= Beginning of Section =
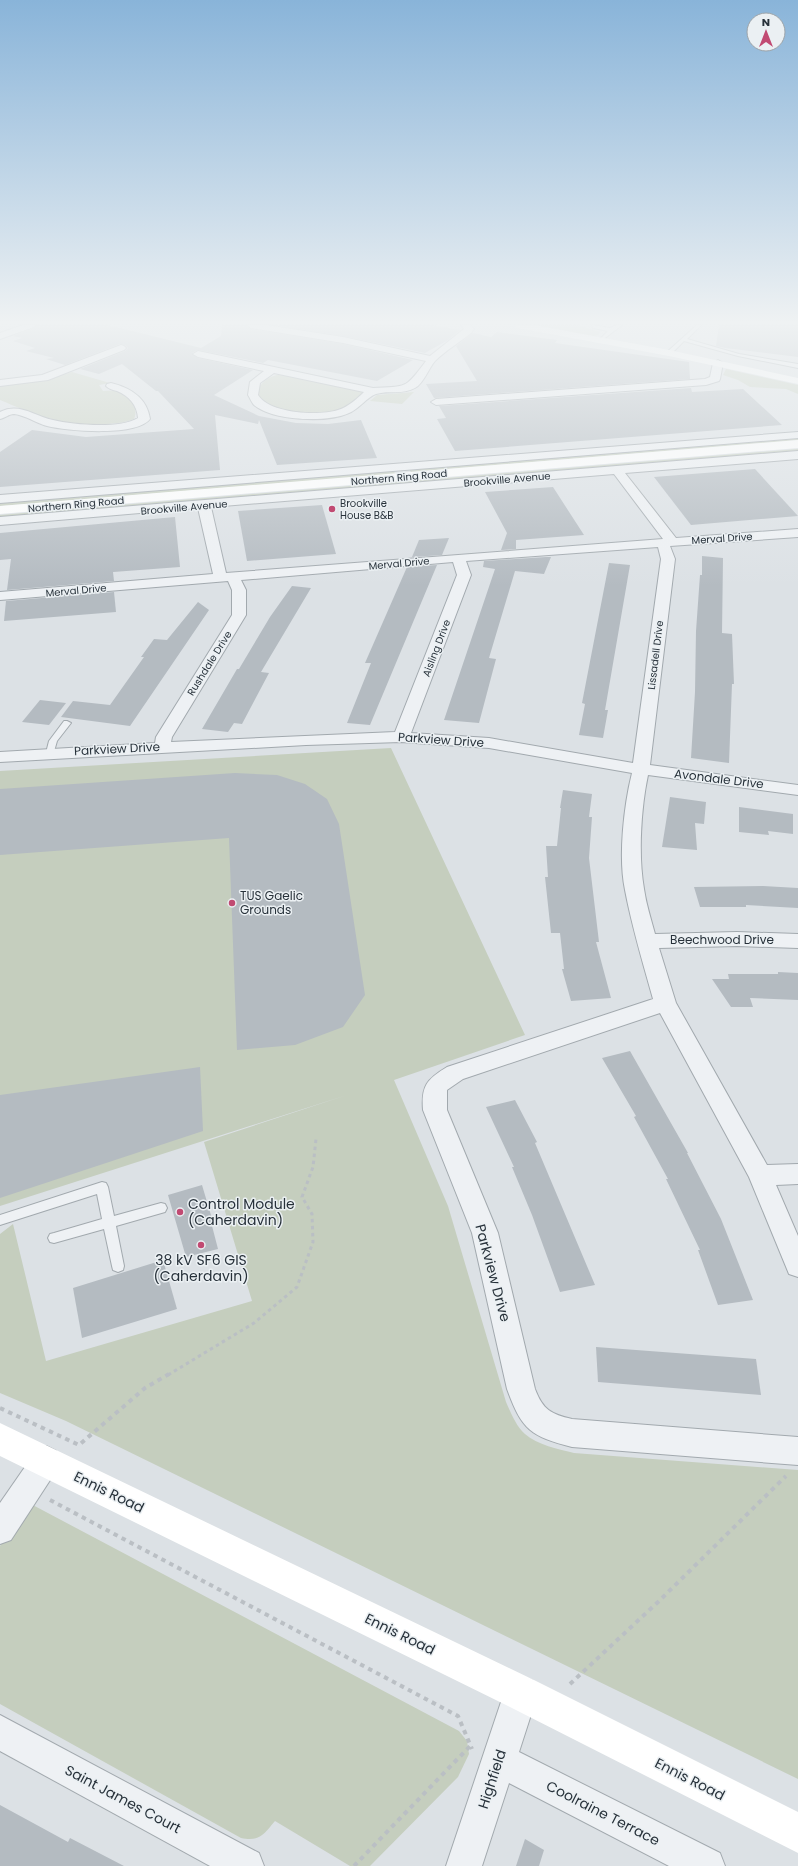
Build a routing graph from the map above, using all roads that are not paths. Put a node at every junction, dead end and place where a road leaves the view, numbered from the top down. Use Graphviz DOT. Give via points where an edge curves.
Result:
graph roads {
  1 [pos="11,412"];
  2 [pos="17,412"];
  3 [pos="143,412"];
  4 [pos="279,412"];
  5 [pos="341,412"];
  6 [pos="0,416"];
  7 [pos="798,435"];
  8 [pos="798,444"];
  9 [pos="798,455"];
  10 [pos="618,470"];
  11 [pos="402,472"];
  12 [pos="0,499"];
  13 [pos="204,505"];
  14 [pos="0,510"];
  15 [pos="0,521"];
  16 [pos="798,533"];
  17 [pos="667,542"];
  18 [pos="458,558"];
  19 [pos="226,577"];
  20 [pos="0,596"];
  21 [pos="66,723"];
  22 [pos="401,737"];
  23 [pos="162,747"];
  24 [pos="50,753"];
  25 [pos="0,757"];
  26 [pos="641,769"];
  27 [pos="798,790"];
  28 [pos="646,941"];
  29 [pos="798,941"];
  30 [pos="665,1003"];
  31 [pos="798,1174"];
  32 [pos="760,1175"];
  33 [pos="161,1208"];
  34 [pos="0,1220"];
  35 [pos="109,1222"];
  36 [pos="54,1238"];
  37 [pos="118,1266"];
  38 [pos="798,1266"];
  39 [pos="0,1440"];
  40 [pos="795,1460"];
  41 [pos="37,1475"];
  42 [pos="0,1529"];
  43 [pos="534,1700"];
  44 [pos="0,1732"];
  45 [pos="479,1751"];
  46 [pos="798,1833"];
  47 [pos="246,1866"];
  48 [pos="464,1866"];
  49 [pos="707,1866"];
  1 -- 6 [label="street"];
  2 -- 3 [label="street" via="49,423 101,427 142,422"];
  4 -- 5 [label="street" via="317,416"];
  7 -- 11 [label="street, Brookville Avenue"];
  8 -- 11 [label="main road, Northern Ring Road"];
  9 -- 10 [label="street, Brookville Avenue"];
  10 -- 13 [label="street, Brookville Avenue"];
  10 -- 17 [label="street, Lissadell Drive"];
  11 -- 12 [label="street, Brookville Avenue"];
  11 -- 14 [label="main road, Northern Ring Road"];
  13 -- 15 [label="street, Brookville Avenue"];
  13 -- 19 [label="street, Rushdale Drive"];
  16 -- 17 [label="street, Merval Drive"];
  17 -- 18 [label="street, Merval Drive"];
  17 -- 26 [label="street, Lissadell Drive" via="668,559"];
  18 -- 19 [label="street, Merval Drive"];
  18 -- 22 [label="street, Aisling Drive" via="464,575"];
  19 -- 20 [label="street, Merval Drive"];
  19 -- 23 [label="street, Rushdale Drive" via="239,590 239,614 164,737"];
  21 -- 24 [label="lane" via="53,741"];
  22 -- 23 [label="street, Parkview Drive"];
  22 -- 26 [label="street, Parkview Drive" via="489,744"];
  23 -- 24 [label="street, Parkview Drive"];
  24 -- 25 [label="street, Parkview Drive"];
  26 -- 27 [label="street, Avondale Drive"];
  26 -- 28 [label="street" via="634,800 632,865 634,889"];
  28 -- 29 [label="street, Beechwood Drive"];
  28 -- 30 [label="street"];
  30 -- 32 [label="street"];
  30 -- 40 [label="street, Parkview Drive" via="455,1073 439,1082 433,1093 435,1110 485,1233 521,1389 534,1418 550,1428 572,1433"];
  31 -- 32 [label="street"];
  32 -- 38 [label="street"];
  33 -- 35 [label="lane"];
  34 -- 35 [label="lane" via="102,1188"];
  35 -- 36 [label="lane"];
  35 -- 37 [label="lane"];
  39 -- 41 [label="main road, Ennis Road"];
  41 -- 42 [label="street"];
  41 -- 43 [label="main road, Ennis Road"];
  43 -- 45 [label="street, Highfield"];
  43 -- 46 [label="main road, Ennis Road"];
  44 -- 47 [label="street, Saint James Court"];
  45 -- 48 [label="street, Highfield"];
  45 -- 49 [label="street, Coolraine Terrace"];
}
= End of Section =
● Task description: Reproduce the listing exactly, but omit every picture in it.

● Task solution:
Build a routing graph from the map above, using all roads that are not paths. Put a node at every junction, dead end and place where a road leaves the view, numbered from the top down. Use Graphviz DOT. Give via points where an edge curves.
Result:
graph roads {
  1 [pos="11,412"];
  2 [pos="17,412"];
  3 [pos="143,412"];
  4 [pos="279,412"];
  5 [pos="341,412"];
  6 [pos="0,416"];
  7 [pos="798,435"];
  8 [pos="798,444"];
  9 [pos="798,455"];
  10 [pos="618,470"];
  11 [pos="402,472"];
  12 [pos="0,499"];
  13 [pos="204,505"];
  14 [pos="0,510"];
  15 [pos="0,521"];
  16 [pos="798,533"];
  17 [pos="667,542"];
  18 [pos="458,558"];
  19 [pos="226,577"];
  20 [pos="0,596"];
  21 [pos="66,723"];
  22 [pos="401,737"];
  23 [pos="162,747"];
  24 [pos="50,753"];
  25 [pos="0,757"];
  26 [pos="641,769"];
  27 [pos="798,790"];
  28 [pos="646,941"];
  29 [pos="798,941"];
  30 [pos="665,1003"];
  31 [pos="798,1174"];
  32 [pos="760,1175"];
  33 [pos="161,1208"];
  34 [pos="0,1220"];
  35 [pos="109,1222"];
  36 [pos="54,1238"];
  37 [pos="118,1266"];
  38 [pos="798,1266"];
  39 [pos="0,1440"];
  40 [pos="795,1460"];
  41 [pos="37,1475"];
  42 [pos="0,1529"];
  43 [pos="534,1700"];
  44 [pos="0,1732"];
  45 [pos="479,1751"];
  46 [pos="798,1833"];
  47 [pos="246,1866"];
  48 [pos="464,1866"];
  49 [pos="707,1866"];
  1 -- 6 [label="street"];
  2 -- 3 [label="street" via="49,423 101,427 142,422"];
  4 -- 5 [label="street" via="317,416"];
  7 -- 11 [label="street, Brookville Avenue"];
  8 -- 11 [label="main road, Northern Ring Road"];
  9 -- 10 [label="street, Brookville Avenue"];
  10 -- 13 [label="street, Brookville Avenue"];
  10 -- 17 [label="street, Lissadell Drive"];
  11 -- 12 [label="street, Brookville Avenue"];
  11 -- 14 [label="main road, Northern Ring Road"];
  13 -- 15 [label="street, Brookville Avenue"];
  13 -- 19 [label="street, Rushdale Drive"];
  16 -- 17 [label="street, Merval Drive"];
  17 -- 18 [label="street, Merval Drive"];
  17 -- 26 [label="street, Lissadell Drive" via="668,559"];
  18 -- 19 [label="street, Merval Drive"];
  18 -- 22 [label="street, Aisling Drive" via="464,575"];
  19 -- 20 [label="street, Merval Drive"];
  19 -- 23 [label="street, Rushdale Drive" via="239,590 239,614 164,737"];
  21 -- 24 [label="lane" via="53,741"];
  22 -- 23 [label="street, Parkview Drive"];
  22 -- 26 [label="street, Parkview Drive" via="489,744"];
  23 -- 24 [label="street, Parkview Drive"];
  24 -- 25 [label="street, Parkview Drive"];
  26 -- 27 [label="street, Avondale Drive"];
  26 -- 28 [label="street" via="634,800 632,865 634,889"];
  28 -- 29 [label="street, Beechwood Drive"];
  28 -- 30 [label="street"];
  30 -- 32 [label="street"];
  30 -- 40 [label="street, Parkview Drive" via="455,1073 439,1082 433,1093 435,1110 485,1233 521,1389 534,1418 550,1428 572,1433"];
  31 -- 32 [label="street"];
  32 -- 38 [label="street"];
  33 -- 35 [label="lane"];
  34 -- 35 [label="lane" via="102,1188"];
  35 -- 36 [label="lane"];
  35 -- 37 [label="lane"];
  39 -- 41 [label="main road, Ennis Road"];
  41 -- 42 [label="street"];
  41 -- 43 [label="main road, Ennis Road"];
  43 -- 45 [label="street, Highfield"];
  43 -- 46 [label="main road, Ennis Road"];
  44 -- 47 [label="street, Saint James Court"];
  45 -- 48 [label="street, Highfield"];
  45 -- 49 [label="street, Coolraine Terrace"];
}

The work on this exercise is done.